Unwelcome colonisers: biofilm formation on voice prostheses
A human being’s voice is one of their most distinguishing and
individual features. Most of us have experienced the frustration of
temporarily losing our voices – but for many survivors of laryngeal
cancer (cancer of the voice box), this loss is permanent. A
laryngectomy, or full removal of the larynx, is a common last resort to
treat this cancer if other options have failed. This operation
disconnects the windpipe from the nose and mouth, leaving the patient to
breathe through a hole in their neck called a stoma. The side effect of
this operation, however, is that patients lose the ability to speak.
The challenge of giving these patients a voice has been partially
solved; voice prostheses (VP) have been developed to allow people
without larynges to speak again, albeit on a severely limited scale. A
VP is a one-way valve that is placed into a puncture between esophagus
and windpipe. If the stoma is covered, this valve allows air to escape
through the esophagus and the mouth. With considerable training, people
can then use this air to produce sounds in a variety of manners. An
example of voice prosthesis speech can be heard in this video.

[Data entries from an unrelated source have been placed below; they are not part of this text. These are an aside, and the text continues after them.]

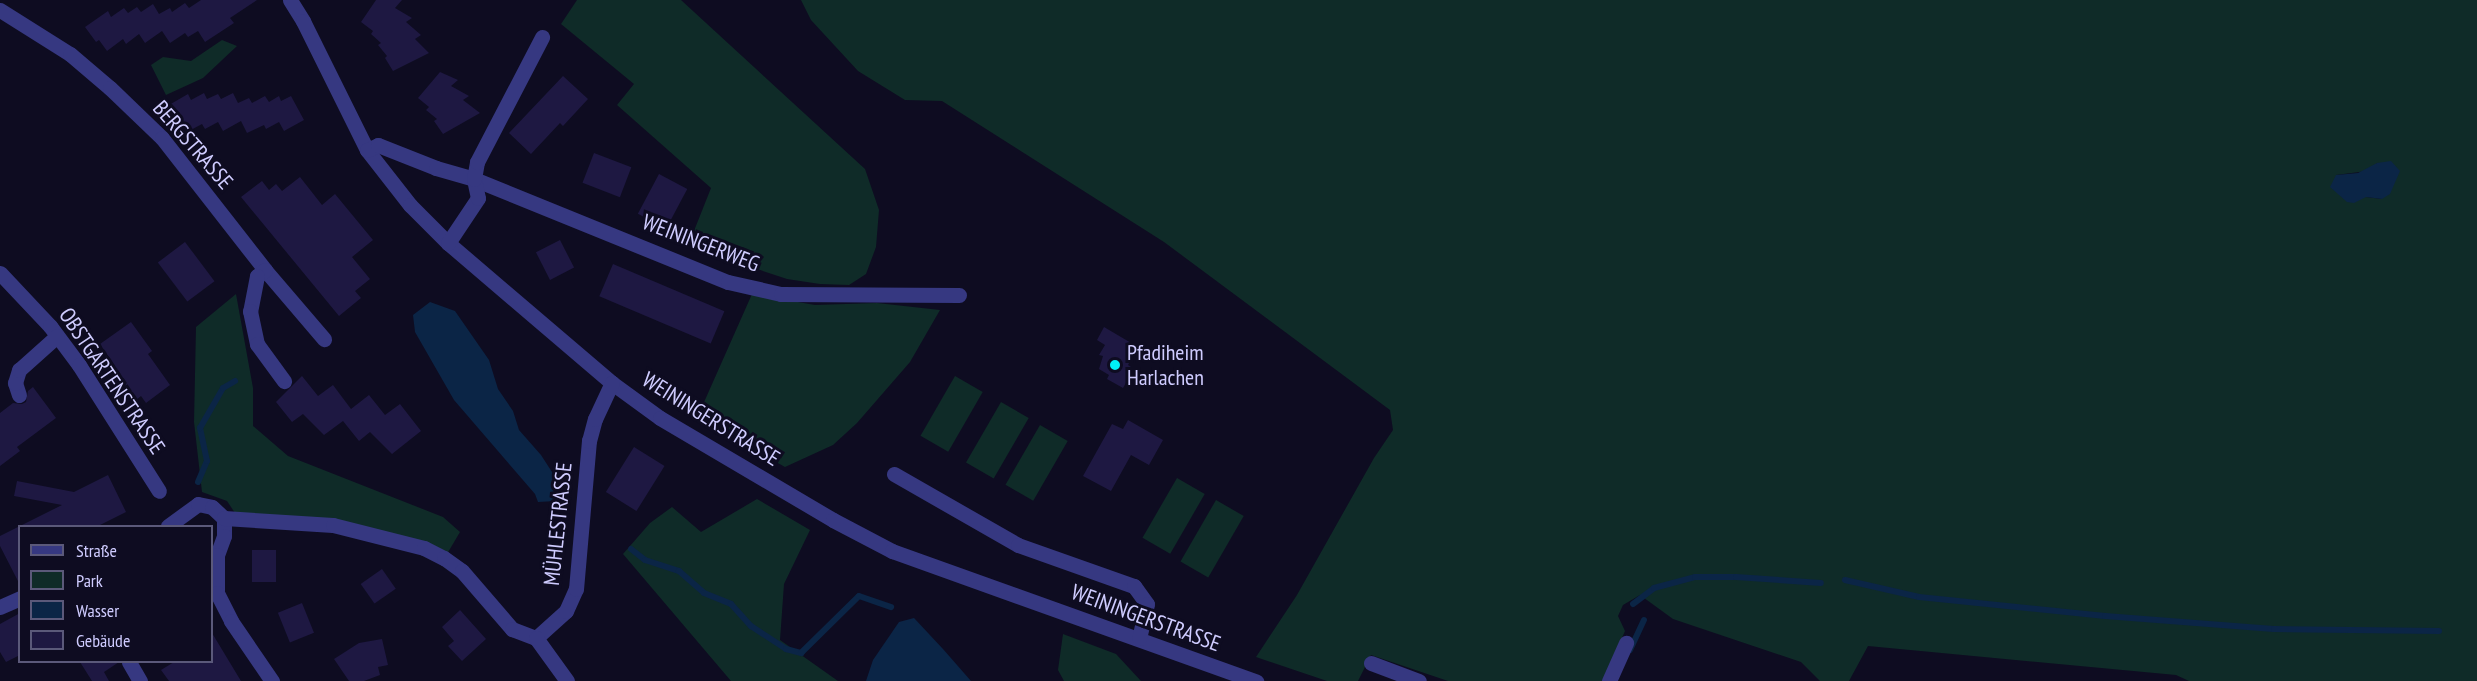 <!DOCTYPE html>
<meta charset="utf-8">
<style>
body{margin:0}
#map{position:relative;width:2477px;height:681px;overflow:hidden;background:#0e0c21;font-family:"PT Sans Narrow",sans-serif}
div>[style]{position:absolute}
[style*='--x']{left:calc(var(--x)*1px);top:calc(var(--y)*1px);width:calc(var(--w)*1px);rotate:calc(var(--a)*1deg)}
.green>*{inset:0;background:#0f2b28;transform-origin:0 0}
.water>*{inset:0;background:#0b2546}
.stream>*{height:6px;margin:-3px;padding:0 3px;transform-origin:3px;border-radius:3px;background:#0b2546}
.building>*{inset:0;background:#1e1842;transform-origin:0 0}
.minor>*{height:15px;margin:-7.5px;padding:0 7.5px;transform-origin:7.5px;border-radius:7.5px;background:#363881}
.dots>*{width:16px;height:16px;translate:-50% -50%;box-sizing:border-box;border:3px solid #0e0c21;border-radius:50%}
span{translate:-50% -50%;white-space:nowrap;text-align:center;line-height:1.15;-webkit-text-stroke:6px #0e0c21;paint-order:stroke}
.street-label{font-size:22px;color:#cfccff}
.poi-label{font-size:22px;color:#cfccff}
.left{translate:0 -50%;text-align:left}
.legend{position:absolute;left:18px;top:525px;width:195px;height:138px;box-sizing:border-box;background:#0e0c21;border:2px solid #5b597a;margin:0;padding:8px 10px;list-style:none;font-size:18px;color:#cfccff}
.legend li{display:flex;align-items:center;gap:12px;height:30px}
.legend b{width:30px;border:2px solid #5b597a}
</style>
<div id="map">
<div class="green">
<div style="clip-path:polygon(577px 0,681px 0,865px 169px,879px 210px,876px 247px,866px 274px,849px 285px,820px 284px,787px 279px,688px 246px,711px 188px,617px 105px,634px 84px,561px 24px)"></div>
<div style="clip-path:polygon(evenodd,801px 0,2477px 0,2477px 681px,2189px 681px,2176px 675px,1868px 646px,1849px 681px,1820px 681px,1801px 662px,1673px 619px,1640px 595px,1623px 605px,1618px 616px,1625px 631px,1603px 681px,1448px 681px,1371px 655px,1358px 681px,1327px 681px,1256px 657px,1297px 595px,1374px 458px,1393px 430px,1390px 410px,1164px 242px,942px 101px,905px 100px,858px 71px,811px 20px,801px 0,2377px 163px,2382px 199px,2366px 197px,2336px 175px,2367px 171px,2377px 163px)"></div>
<div style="clip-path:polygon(222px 40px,237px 46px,203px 78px,166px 95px,151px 65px,163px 57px,191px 61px)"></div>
<div style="clip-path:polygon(236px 294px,253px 388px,253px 426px,288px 456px,443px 517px,460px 532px,447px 554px,235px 513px,227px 501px,202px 492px,194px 422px,196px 327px)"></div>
<div style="clip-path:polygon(752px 294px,815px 305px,877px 303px,940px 310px,910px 362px,857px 423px,833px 445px,785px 467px,697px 418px)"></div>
<div style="left:955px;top:376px;width:32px;height:69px;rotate:30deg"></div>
<div style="left:1001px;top:402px;width:32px;height:70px;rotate:30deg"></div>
<div style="left:1040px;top:425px;width:32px;height:69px;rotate:30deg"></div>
<div style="left:1177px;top:478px;width:32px;height:69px;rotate:30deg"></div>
<div style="clip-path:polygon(757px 499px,810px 530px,784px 584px,780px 640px,838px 681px,731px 681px,623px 554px,650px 523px,672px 507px,701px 532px)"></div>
<div style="left:1216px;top:500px;width:32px;height:71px;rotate:30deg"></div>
<div style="clip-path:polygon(1063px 634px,1116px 654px,1141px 681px,1064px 681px,1058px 670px)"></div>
</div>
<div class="water">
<div style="clip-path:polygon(2391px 161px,2400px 171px,2390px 194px,2382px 199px,2366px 197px,2354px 203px,2347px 202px,2330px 187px,2336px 175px,2358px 173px,2377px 163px)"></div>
<div style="clip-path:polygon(430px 302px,455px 311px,489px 360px,498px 389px,513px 411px,519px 430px,541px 455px,563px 489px,561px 495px,567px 500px,563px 506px,556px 501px,538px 502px,535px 494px,454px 400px,415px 332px,413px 315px)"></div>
<div style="clip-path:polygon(914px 618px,943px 649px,971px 681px,866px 681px,873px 660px,899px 622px)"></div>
</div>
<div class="stream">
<div style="--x:198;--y:482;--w:23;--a:-67"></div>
<div style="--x:207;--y:461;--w:34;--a:-102"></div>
<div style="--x:200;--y:428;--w:46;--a:-60.1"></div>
<div style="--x:223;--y:388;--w:14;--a:-30"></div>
<div style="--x:631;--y:549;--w:18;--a:38"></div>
<div style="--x:645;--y:560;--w:36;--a:18"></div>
<div style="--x:679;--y:571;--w:33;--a:41"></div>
<div style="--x:704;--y:593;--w:29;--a:22"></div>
<div style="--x:731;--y:604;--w:30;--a:48"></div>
<div style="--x:751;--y:626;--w:42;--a:33.3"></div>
<div style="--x:786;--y:649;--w:16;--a:15"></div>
<div style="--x:801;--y:653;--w:81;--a:-44.5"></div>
<div style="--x:859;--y:596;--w:34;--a:19"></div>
<div style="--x:1845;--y:580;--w:76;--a:12.9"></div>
<div style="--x:1919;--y:597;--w:187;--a:5.8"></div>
<div style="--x:2105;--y:616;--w:169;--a:4.4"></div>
<div style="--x:2274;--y:629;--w:165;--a:0.7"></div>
<div style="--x:1633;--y:604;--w:26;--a:-37"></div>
<div style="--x:1654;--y:588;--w:42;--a:-15"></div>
<div style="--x:1695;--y:577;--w:41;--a:0"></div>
<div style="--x:1736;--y:577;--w:85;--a:4"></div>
<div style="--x:1630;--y:650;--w:33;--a:-65"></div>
</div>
<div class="building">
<div style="clip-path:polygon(201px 0,257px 0,230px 18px,234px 23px,205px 42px,198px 31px,188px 37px,185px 33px,170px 43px,162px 31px,145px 43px,139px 34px,126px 44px,123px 39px,107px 51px,99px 40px,96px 42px,85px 27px,108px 11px,111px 17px,124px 8px,128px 13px,137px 7px,141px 12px,153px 4px,159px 14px,170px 8px,172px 12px,185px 3px,189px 8px)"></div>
<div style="clip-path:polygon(376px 0,402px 0,395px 8px,412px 18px,406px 22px,421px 35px,415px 39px,429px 53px,393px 71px,385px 58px,387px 56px,378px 45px,381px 43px,371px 34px,373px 31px,361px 22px)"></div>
<div style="clip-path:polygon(440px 72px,458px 80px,451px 86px,469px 96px,463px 100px,480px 113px,443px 134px,434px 121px,437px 119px,426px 110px,429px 107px,418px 98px)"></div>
<div style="clip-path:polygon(563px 76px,588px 99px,563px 126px,560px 123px,531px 154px,509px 133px)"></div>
<div style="clip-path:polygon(204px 93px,207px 99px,218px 94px,221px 99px,233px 93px,238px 103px,249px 98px,252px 103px,265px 96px,269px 102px,279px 96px,281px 101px,291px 96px,304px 120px,284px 131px,279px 122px,266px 129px,264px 125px,247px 133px,241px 121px,223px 131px,218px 122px,205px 129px,202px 124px,187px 132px,169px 105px,188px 94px,191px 100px)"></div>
<div style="left:594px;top:153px;width:40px;height:32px;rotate:21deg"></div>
<div style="left:659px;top:174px;width:32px;height:45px;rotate:28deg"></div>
<div style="clip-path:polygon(300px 177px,322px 205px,335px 194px,373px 240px,352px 257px,370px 279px,355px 291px,361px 298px,339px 316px,241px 197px,262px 181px,269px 190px,276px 184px,282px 191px)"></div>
<div style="left:560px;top:240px;width:31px;height:27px;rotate:63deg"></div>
<div style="left:185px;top:242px;width:49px;height:34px;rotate:53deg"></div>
<div style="left:613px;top:264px;width:121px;height:35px;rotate:23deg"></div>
<div style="clip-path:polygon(131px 322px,152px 351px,148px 354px,170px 385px,146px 403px,141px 396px,136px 400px,112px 368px,115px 366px,100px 344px)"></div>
<div style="clip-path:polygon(1104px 327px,1138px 347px,1128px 365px,1134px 369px,1123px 388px,1107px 379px,1109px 375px,1099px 369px,1103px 356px,1099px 355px,1105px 345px,1097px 340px)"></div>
<div style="clip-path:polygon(302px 376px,318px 396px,333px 385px,351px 409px,369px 395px,385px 415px,400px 404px,421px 431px,392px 454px,370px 432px,359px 441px,343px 421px,324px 435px,303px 414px,292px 422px,276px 402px)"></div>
<div style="clip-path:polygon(33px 387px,56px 418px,17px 447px,20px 451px,0 466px,0 413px,13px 403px,22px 404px,26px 402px,28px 391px)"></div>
<div style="clip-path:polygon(1128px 420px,1163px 440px,1149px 465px,1131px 455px,1111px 491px,1083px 476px,1112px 424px,1123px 429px)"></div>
<div style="left:634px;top:447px;width:36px;height:53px;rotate:32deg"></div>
<div style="clip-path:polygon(108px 475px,126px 512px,98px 526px,20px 526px,20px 585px,0 546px,0 536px,62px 505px,14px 496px,17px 481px,74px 492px)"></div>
<div style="left:252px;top:550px;width:24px;height:32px"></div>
<div style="left:382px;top:569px;width:24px;height:26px;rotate:55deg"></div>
<div style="left:302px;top:603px;width:32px;height:26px;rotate:68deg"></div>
<div style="clip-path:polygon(460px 610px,486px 639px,462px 661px,448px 646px,454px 641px,442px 627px)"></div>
<div style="clip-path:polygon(20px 613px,20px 655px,6px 662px,0 652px,0 624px)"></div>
<div style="clip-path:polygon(212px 633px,241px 681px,169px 681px,161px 670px,174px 662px,212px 662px)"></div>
<div style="clip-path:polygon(382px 639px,388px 665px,378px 667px,380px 675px,364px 681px,349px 681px,334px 659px,359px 643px)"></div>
<div style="clip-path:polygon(80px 662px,119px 662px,104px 672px,109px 681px,92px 681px)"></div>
</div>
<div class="minor">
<div style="--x:290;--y:0;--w:25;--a:58"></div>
<div style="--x:303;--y:21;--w:144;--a:63.6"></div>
<div style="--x:367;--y:150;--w:70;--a:52"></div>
<div style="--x:410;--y:205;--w:54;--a:45"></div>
<div style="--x:448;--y:243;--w:216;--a:40.5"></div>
<div style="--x:612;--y:383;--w:59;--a:36.1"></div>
<div style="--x:660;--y:418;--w:201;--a:30.5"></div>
<div style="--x:833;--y:520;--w:67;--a:27.7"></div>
<div style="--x:892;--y:551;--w:387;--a:19.7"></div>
<div style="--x:0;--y:10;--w:83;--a:32.2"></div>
<div style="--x:70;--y:54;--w:52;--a:40.4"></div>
<div style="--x:110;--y:88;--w:72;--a:43.9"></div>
<div style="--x:162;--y:138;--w:167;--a:52"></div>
<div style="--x:265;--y:270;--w:91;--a:49.5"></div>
<div style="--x:367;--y:150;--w:12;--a:-24"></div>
<div style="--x:378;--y:145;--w:62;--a:21.6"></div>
<div style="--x:436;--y:168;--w:40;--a:16"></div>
<div style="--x:474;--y:179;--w:274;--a:22.1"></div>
<div style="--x:728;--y:282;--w:54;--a:12.8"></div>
<div style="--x:781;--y:294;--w:178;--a:0.3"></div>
<div style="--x:448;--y:243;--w:54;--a:-56.3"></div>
<div style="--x:478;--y:198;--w:19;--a:-102"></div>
<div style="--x:474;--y:179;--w:17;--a:-80"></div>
<div style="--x:477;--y:162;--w:141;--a:-62.5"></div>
<div style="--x:265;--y:270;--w:10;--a:143"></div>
<div style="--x:257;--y:276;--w:36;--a:101"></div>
<div style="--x:250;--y:311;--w:34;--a:78"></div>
<div style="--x:257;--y:344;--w:46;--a:53.9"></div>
<div style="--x:0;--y:273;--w:73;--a:46.7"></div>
<div style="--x:50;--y:326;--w:49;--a:53.4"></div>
<div style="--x:79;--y:365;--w:149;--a:57.6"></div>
<div style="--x:19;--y:395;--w:13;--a:-108"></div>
<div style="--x:15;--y:383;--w:14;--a:-73"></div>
<div style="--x:19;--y:370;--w:51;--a:-41.8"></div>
<div style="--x:894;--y:474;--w:143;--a:29.8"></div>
<div style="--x:1018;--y:545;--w:123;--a:19.5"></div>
<div style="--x:1134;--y:586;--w:22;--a:54"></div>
<div style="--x:1147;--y:604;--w:35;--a:103"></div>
<div style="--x:224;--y:518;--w:18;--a:90"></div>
<div style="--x:224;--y:536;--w:20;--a:110"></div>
<div style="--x:217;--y:555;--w:38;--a:90"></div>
<div style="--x:217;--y:593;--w:31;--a:63"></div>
<div style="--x:231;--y:621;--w:73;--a:55.7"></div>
<div style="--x:168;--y:526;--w:37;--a:-36"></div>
<div style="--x:198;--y:504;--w:14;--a:12"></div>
<div style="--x:212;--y:507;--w:16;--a:43"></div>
<div style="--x:224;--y:518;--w:109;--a:3.7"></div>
<div style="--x:333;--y:525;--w:94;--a:14.2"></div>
<div style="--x:424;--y:548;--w:22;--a:27"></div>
<div style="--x:444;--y:558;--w:22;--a:36"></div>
<div style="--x:462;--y:571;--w:77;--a:49.2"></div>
<div style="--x:512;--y:629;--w:26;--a:21"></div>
<div style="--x:0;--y:607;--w:22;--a:-24"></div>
<div style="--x:536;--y:638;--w:40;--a:-42"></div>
<div style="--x:566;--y:611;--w:24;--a:-66"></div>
<div style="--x:576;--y:589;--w:149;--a:-85"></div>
<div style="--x:589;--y:441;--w:23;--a:-75"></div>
<div style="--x:595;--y:419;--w:40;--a:-65"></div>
<div style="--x:536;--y:638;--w:53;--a:54.2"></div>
<div style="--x:129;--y:662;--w:22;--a:60"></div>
<div style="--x:1371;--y:663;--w:51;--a:20.6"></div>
<div style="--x:1609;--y:681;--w:42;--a:-65.9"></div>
</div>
<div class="dots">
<div style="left:1115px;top:365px;background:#00eff7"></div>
</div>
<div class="street-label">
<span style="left:193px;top:145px;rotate:49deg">BERGSTRASSE</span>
<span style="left:701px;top:243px;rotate:21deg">WEININGERWEG</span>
<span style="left:112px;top:381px;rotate:56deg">OBSTGARTENSTRASSE</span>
<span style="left:711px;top:419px;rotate:32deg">WEININGERSTRASSE</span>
<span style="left:558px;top:524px;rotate:-84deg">MÜHLESTRASSE</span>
<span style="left:1146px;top:618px;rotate:20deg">WEININGERSTRASSE</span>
</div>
<div class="poi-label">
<span class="left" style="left:1127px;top:365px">Pfadiheim<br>Harlachen</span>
</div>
<ul class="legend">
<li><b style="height:8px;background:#363881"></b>Straße</li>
<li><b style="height:16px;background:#0f2b28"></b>Park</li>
<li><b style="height:16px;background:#0b2546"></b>Wasser</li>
<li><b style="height:16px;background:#1e1842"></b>Gebäude</li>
</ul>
</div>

Voice prostheses are not without their problems. Biofilms – a sticky
mass of microbes – clog the prostheses’ valve, preventing it from fully
opening or closing. Saliva, microbes and other particles can leak into
the windpipe and the trachea, where they can cause infections and
dangerous diseases such as aspiration pneumonia. Candida albicans,
one of the most common species of yeast in VP biofilms, is also capable
of penetrating into the silicone of the device, eventually rendering it
completely unusable. Together, these issues mean that VP lifespan is
shortened dramatically – in some patients, prostheses may only last a
few weeks. Most patients then require further valve replacement
surgery. The picture below shows a valve only three months after
insertion.
A team of researchers, led by Dr Campbell Gourlay, a molecular cell
biologist at the University of Kent, and Professor Fritz Mühlschlegel, a
Consultant Microbiologist at East Kent University Hospital Trust, are
working to understand how best to stop the formation of biofilms on
voice prostheses. Dr Gourlay explains that these biofilms are formed by
organisms that live naturally in our mouth. These microbes pose no
threat to us as long as our immune system functions properly and keeps
them in check. However, the chemotherapy that patients receive to treat
their cancer tends to leave them severely immunocompromised. Under these
conditions, microbes can grow and multiply rapidly on the voice
prostheses, forming biofilms where they might not be able to in a
healthy individual.
It is not completely understood why voice prostheses – and other
artificial objects in patients’ bodies, such as catheters – are such
attractive places for biofilms to form. One contributing factor is that
the surfaces of such devices are generally made of silicone, a material
with excellent mechanical properties that is easily molded and that
looks very smooth to our eyes. However, high-resolution microscopy
conducted by Dr Gourlay’s group reveals that at the microbial scale,
silicone surfaces look more like mountain ranges, with numerous peaks
and valleys for microbes to attach to.
Recent studies have shown that there are other exacerbating factors. For example, C. albicans becomes better able to colonise surfaces in CO2-rich
environments, such as those provided by exhaled breath. Furthermore,
environments that experience shaking and friction are more easily colonised by biofilms
than calmer areas. This seems counterintuitive at first, but such
stresses cause microbes to release adhesive proteins in greater number
to better enable them to cling to surfaces.
In a recent review in the Journal of Medical Microbiology,
Dr Gourlay and his colleagues review some recent avenues of research.
Among others, researchers are looking into surface coatings that could
delay the onset and growth of biofilms. Metals such as palladium,
titanium or even gold are being used, but it has not been conclusively
shown that these coatings significantly reduce biofilm formation. Other
options include coatings made from compounds with disinfectant or
hydrophobic properties. So far, such methods are simply not
cost-effective as they multiply the cost of a prosthesis but, on
average, only extend its lifetime by a few weeks. Dr Gourlay suggests
that ceramics may be of the more promising materials: they are smoother
than silicone, extremely durable and less expensive than rare metal
coatings.
Fortunately, there are far simpler ways in which VP users themselves
can extend the lifetime of their device. A study has shown that
prostheses in India tend to last much longer
than in other countries. One possible explanation for this finding is
that buttermilk, which is slightly acidic and has potential
anti-microbial properties, may be an example of the strong influence
that diet can have upon biofilm formation. Further research into the
diet of laryngectomy patients and its impact on VP longevity will reveal
whether the old adage ‘we are what we eat’ can be applied in this case.
The research Dr Gourlay and his team undertake is likely to have
beneficial spillover effects for other indwelling surgical devices. A
major research and development centre for VP devices has also recently
been established. Along with simple nutritional changes that prolong
prosthesis lifetime, the future of their users is hopefully set to
become brighter, easier and more comfortable.